4. Train Strategic Monitoring


Learners often monitor their speech too much—and too early. The result? Frequent pauses, self-corrections, and disrupted communication. What they need is training in strategic monitoring: learning when and how to correct themselves in a way that supports fluency rather than undermines it.


One way to do this is by using recording and playback tasks, where learners speak first and evaluate later. Another is to apply fluency-then-accuracy sequences, where learners produce language freely before revisiting their output for improvement. As Kormos (2006) suggests, shifting monitoring to a post-production phase can free up working memory and reduce performance anxiety. Of course, not every learner will need this level of scaffolding, but it can be transformative for those at risk of fossilising or losing confidence.

Do we have the time to do the above with every student and class? Maybe not, maybe only with your exam classes, but it is well worth the time you are prepared to invest in these activities.

5. Prioritise Fluency Training


Fluency doesn’t just happen. It must be explicitly taught, nurtured, and rehearsed systematically. And no, fluency isn’t just about speaking fast—it’s about the seamless coordination of all sub-processes under time pressure. This is what makes it so cognitively demanding and what makes explicit fluency training such a pedagogical priority.


Drawing on the work of Nation (1989, 2013), we must treat fluency as a skill in its own right, with structured and repeated opportunities for learners to speak under progressively less scaffolded, more time-sensitive conditions. Time-limited speaking tasks, repeated performance activities (such as the 4-3-2 technique), and familiar-task recycling allow learners to gradually speed up the retrieval and formulation process.


In my own framework, fluency is the final stage of a cycle that begins with highly scaffolded input (listening as modelling), builds through structured output (with sentence builders and oral frames), and culminates in ‘pushed output’. Here, learners are encouraged to retrieve and manipulate language chunks quickly and spontaneously in a controlled environment. Activities such as ‘Messengers’, the ‘4,3,2 technique’, ‘Market place’, ‘Faster’ and ‘Fast and Furious’ are great ways to work on oral fluency. We gradually increase the demands—not just on speed, but also on accuracy and complexity—as learners’ confidence grows.

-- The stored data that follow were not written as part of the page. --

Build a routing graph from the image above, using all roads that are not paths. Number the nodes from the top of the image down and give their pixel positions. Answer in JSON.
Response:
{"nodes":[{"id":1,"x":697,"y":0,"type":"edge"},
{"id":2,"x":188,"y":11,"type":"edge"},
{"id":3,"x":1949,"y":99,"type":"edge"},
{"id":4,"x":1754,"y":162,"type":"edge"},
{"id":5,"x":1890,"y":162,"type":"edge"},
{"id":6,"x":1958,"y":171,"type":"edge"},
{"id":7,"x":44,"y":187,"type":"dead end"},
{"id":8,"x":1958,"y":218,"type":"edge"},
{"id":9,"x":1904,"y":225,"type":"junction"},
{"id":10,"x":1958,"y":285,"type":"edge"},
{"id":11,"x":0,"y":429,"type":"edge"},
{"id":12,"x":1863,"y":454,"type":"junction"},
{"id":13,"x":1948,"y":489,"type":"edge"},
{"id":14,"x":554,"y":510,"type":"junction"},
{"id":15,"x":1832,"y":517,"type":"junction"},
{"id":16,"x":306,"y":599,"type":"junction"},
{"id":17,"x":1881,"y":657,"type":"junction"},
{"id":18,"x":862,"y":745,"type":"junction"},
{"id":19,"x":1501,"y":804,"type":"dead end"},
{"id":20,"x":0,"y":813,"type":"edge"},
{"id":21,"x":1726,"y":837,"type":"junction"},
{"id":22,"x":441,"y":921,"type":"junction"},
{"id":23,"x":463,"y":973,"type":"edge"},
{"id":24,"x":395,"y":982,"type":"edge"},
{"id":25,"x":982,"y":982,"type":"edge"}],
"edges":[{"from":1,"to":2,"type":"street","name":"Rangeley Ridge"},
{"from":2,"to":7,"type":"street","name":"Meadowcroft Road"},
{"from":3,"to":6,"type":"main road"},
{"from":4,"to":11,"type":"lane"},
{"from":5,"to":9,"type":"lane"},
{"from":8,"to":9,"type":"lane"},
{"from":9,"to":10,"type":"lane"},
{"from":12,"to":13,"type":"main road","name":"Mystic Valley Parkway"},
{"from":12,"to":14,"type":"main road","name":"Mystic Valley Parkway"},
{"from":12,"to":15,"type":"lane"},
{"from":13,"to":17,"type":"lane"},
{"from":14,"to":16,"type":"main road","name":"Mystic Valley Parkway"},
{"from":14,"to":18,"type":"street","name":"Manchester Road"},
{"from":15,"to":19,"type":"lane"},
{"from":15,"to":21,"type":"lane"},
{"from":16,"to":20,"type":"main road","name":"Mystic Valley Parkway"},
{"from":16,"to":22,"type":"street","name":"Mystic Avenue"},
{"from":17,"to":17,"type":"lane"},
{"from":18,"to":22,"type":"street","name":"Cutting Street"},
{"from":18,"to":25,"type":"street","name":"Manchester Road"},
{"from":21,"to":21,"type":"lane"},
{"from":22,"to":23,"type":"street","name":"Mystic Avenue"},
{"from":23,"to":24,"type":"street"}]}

When learners know the lexis, the grammar is proceduralised, the pronunciation is modelled, and the task is clear, they can focus on flow. That is the true goal of fluency training—not speed for its own sake, but smooth, confident, and intelligible communication.

Conclusion


Speaking is not a single act but a series of fast-paced, overlapping cognitive operations. Each sub-process—conceptualisation, formulation, phonological encoding, articulation, and monitoring—presents unique challenges for L2 learners, particularly at the lower-intermediate and intermediate levels. By recognising these challenges and targeting instruction accordingly, we can build learners’ capacity to speak fluently, accurately, and confidently.


Whwther you embrace EPI or not, a process-based approach, beginning with chunks and leading toward fluent, spontaneous production, provides a roadmap for overcoming cognitive bottlenecks and enabling real communicative competence.